A principios de 2014, Daesh se había hecho con el control de Faluya y las cosas fueron de mal en peor para los habitantes de la ciudad. Tras reconquistar Ramadi, en la provincia de Anbar, a finales de diciembre de 2015, las fuerzas del gobierno cortaron las rutas de suministro a Faluya. A finales de marzo, fuentes médicas de la ciudad informaron a Human Rights Watch de que al hospital estaban llegando todos los días niños desnutridos.
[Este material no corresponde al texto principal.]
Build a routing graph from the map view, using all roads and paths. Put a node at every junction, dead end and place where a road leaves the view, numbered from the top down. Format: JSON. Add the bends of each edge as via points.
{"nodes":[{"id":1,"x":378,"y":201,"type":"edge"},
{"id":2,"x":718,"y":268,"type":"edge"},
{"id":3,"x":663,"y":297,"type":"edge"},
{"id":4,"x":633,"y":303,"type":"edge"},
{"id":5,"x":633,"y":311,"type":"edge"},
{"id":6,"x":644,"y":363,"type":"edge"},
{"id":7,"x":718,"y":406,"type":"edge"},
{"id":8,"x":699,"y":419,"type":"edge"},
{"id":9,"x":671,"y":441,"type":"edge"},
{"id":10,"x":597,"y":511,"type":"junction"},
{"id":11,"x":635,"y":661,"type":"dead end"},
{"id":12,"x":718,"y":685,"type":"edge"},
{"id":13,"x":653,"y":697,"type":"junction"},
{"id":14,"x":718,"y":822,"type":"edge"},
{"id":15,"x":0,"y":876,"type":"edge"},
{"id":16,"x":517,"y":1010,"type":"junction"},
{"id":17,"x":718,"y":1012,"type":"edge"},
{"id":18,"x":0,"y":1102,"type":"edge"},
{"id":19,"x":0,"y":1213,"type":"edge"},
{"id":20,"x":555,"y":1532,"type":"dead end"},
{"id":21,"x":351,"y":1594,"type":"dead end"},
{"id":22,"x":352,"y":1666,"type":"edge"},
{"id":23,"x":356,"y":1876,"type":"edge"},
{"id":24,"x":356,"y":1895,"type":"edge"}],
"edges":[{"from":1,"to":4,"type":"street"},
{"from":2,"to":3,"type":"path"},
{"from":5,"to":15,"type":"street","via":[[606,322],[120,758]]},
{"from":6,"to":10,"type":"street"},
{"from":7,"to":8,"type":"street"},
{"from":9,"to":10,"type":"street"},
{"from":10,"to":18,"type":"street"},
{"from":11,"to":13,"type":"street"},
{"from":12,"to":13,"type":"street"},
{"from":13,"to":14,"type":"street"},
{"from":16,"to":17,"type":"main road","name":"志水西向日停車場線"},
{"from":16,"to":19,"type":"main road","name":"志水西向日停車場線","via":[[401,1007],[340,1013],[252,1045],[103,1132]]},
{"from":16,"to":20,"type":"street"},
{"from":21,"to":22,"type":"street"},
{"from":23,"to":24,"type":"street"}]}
El 23 de mayo, una ofensiva a gran escala para retomar la ciudad de Daesh fue lanzada por las tropas del gobierno iraquí, con la ayuda de las Fuerzas de Movilización Populares respaldadas por Irán, un grupo de milicias predominantemente chií. “La gente de Faluya está sitiada por el gobierno, atrapada por ISIS y muriéndose de hambre," advirtió Joe Stork, vicedirector para Oriente Medio de HRW. Diversos informes de grupos de derechos humanos describen incidentes de hombres y adolescentes torturados o maltratados por las milicias respaldas por el gobierno cuando tratan de huir de Daesh, que dispara a quienes intentan escapar.
Entretanto, Qasem Soleimani, el comandante de una unidad de élite de la Guardia Revolucionaria Iraní, ha sido enviado a supervisar la batalla de Faluya. Combinado con el empleo de las Fuerzas de Movilización Popular, el periodista Jared Malsin ha subrayado los temores de que el envío de milicias chiíes a la Faluya suní sea “una receta para la violencia sectaria”. Todo esto podría cosechar apoyo para Daesh por miedo a lo que pueda ocurrir a los residentes suníes de Faluya. Aunque la reconquista de Faluya pueda ser un éxito para el ejército iraquí a corto plazo, la manera en la que se está llevando a cabo arriesga sembrar más semillas de violencia sectaria para las próximas décadas.